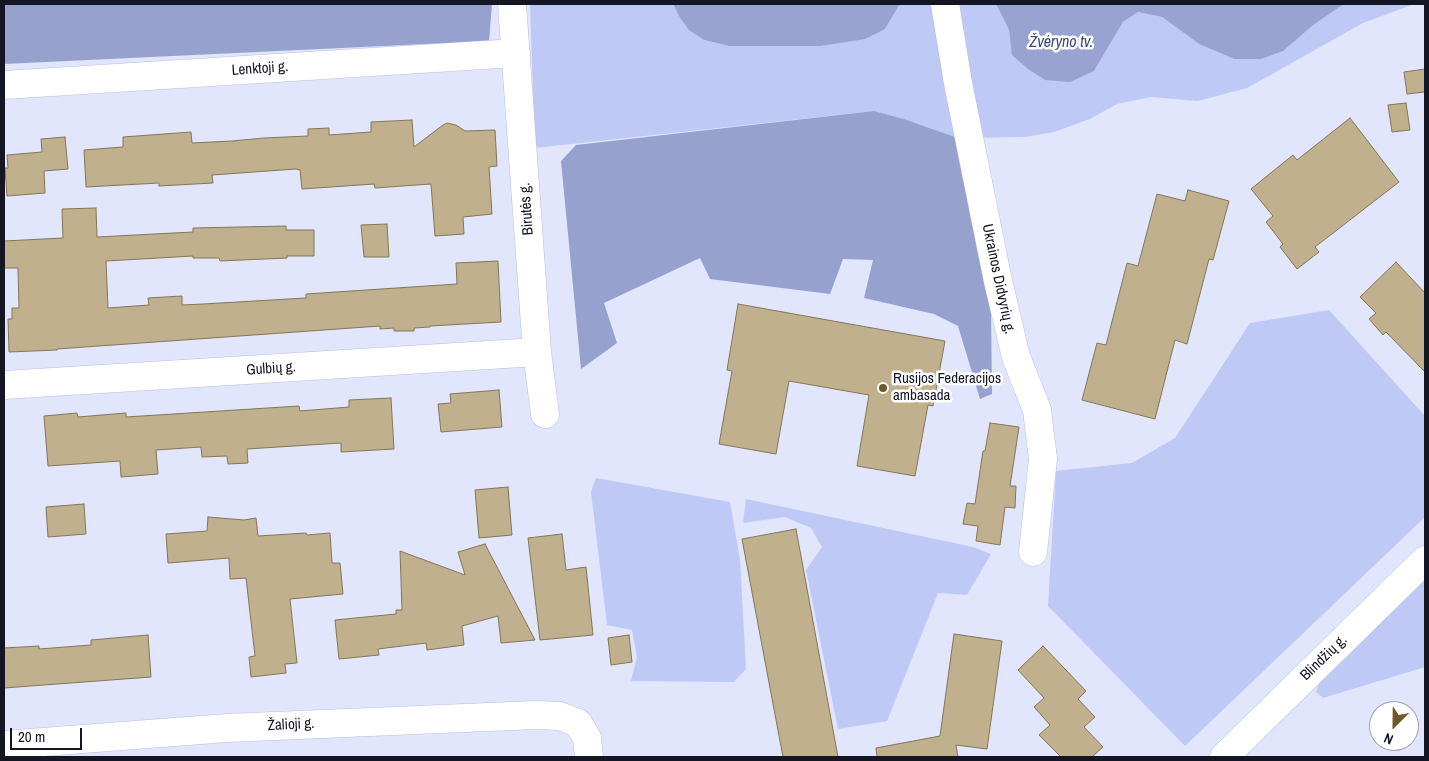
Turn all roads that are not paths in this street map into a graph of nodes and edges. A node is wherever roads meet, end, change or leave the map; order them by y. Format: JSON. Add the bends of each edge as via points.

========

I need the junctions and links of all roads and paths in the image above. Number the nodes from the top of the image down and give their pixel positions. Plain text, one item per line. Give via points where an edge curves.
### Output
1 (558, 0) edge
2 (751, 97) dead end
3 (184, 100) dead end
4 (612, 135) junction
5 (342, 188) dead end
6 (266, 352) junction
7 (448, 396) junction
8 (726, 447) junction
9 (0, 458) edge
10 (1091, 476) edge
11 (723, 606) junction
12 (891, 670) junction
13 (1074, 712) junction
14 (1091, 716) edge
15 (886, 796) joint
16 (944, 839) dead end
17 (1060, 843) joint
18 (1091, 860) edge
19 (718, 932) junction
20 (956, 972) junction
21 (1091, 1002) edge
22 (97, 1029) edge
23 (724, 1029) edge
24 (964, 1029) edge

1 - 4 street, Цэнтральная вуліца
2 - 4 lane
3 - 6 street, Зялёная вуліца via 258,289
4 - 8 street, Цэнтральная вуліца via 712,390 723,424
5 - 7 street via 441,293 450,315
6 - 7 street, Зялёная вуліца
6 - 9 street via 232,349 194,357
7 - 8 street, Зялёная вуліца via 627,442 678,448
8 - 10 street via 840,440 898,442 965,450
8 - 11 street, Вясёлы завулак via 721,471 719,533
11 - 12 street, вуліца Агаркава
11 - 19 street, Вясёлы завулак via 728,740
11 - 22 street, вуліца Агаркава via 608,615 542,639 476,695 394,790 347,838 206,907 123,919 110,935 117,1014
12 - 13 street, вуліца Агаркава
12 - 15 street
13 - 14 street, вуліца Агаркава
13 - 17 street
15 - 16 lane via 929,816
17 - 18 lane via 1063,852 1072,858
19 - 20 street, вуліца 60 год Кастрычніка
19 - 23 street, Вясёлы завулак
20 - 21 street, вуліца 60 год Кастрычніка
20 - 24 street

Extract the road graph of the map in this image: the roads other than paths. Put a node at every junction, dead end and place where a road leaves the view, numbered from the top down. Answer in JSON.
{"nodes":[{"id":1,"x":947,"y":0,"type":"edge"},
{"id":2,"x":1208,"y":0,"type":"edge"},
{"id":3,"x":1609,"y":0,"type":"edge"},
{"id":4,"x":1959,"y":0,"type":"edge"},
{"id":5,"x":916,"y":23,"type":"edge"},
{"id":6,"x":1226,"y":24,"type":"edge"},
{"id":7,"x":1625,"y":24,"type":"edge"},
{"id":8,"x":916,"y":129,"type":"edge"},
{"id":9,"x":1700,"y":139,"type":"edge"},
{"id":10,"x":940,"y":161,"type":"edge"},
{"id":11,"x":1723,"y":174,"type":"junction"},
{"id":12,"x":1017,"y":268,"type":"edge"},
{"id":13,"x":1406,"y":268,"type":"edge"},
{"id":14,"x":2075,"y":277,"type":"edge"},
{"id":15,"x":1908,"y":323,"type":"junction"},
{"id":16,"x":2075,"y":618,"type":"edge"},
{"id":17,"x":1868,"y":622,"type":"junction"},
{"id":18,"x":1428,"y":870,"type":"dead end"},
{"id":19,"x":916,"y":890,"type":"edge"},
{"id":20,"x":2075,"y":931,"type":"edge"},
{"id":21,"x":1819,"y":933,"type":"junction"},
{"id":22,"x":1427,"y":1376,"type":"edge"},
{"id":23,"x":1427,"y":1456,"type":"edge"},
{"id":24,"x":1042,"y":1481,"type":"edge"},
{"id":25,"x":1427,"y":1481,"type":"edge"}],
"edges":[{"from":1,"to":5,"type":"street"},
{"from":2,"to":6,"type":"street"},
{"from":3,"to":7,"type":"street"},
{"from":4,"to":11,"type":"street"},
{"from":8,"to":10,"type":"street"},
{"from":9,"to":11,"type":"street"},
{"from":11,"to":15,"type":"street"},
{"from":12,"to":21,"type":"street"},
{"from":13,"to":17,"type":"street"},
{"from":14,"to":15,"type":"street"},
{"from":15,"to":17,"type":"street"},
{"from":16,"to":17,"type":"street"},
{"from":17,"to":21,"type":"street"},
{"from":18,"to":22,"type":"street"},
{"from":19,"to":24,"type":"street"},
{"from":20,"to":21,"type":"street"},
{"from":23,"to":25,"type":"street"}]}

========

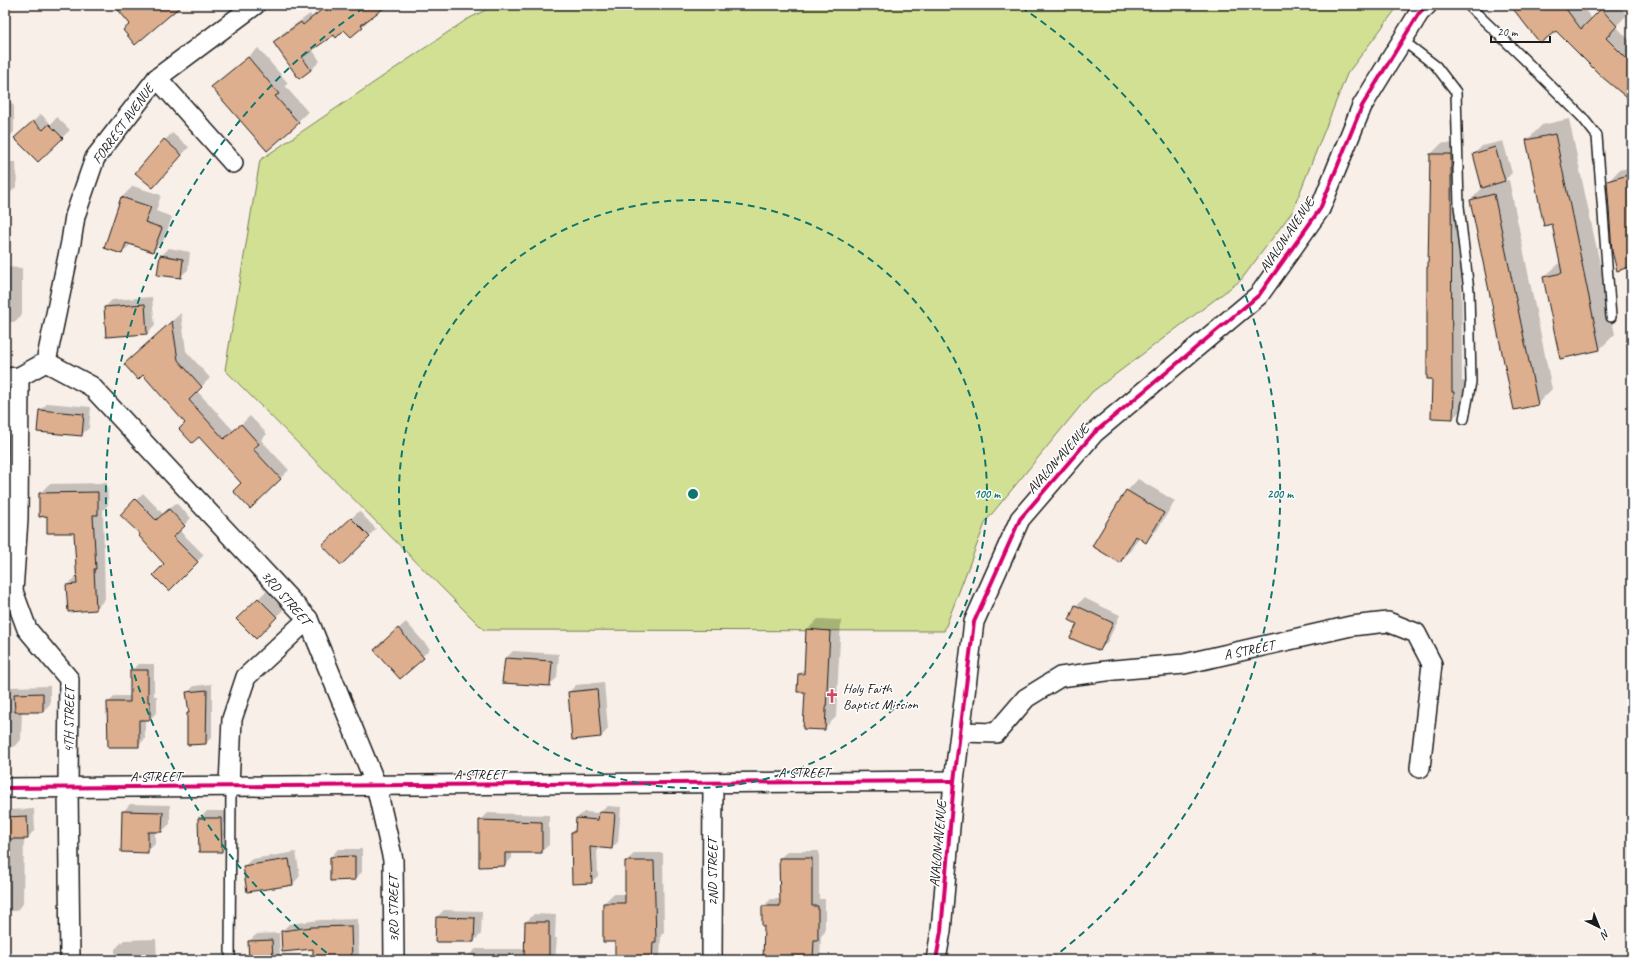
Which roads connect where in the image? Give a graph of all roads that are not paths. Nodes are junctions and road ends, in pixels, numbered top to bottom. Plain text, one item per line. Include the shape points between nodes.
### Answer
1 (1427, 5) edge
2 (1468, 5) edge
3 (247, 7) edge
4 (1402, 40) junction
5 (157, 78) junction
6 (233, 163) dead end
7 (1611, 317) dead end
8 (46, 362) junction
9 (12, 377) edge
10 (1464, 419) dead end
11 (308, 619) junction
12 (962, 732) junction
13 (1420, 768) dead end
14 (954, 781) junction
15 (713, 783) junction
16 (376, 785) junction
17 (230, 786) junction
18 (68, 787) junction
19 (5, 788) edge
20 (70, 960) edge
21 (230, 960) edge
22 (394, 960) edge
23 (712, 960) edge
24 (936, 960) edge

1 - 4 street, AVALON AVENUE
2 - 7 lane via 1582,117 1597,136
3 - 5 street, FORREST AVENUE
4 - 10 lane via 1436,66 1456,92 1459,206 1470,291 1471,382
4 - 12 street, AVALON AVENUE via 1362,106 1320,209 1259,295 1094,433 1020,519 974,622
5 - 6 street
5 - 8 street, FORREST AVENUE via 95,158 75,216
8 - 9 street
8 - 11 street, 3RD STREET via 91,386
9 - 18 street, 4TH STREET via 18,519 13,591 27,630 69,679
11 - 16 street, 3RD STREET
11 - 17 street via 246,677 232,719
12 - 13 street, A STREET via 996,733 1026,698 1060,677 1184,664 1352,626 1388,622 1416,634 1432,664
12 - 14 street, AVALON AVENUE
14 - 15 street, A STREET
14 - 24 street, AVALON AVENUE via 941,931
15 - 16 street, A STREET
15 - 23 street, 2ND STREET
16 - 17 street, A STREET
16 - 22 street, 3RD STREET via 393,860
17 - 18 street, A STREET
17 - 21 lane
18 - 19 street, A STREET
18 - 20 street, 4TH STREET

========

* [Instructions to follow] For the listing above, how many lines contain the word "that"? Respond with nothing but the number.

* [Written response] 2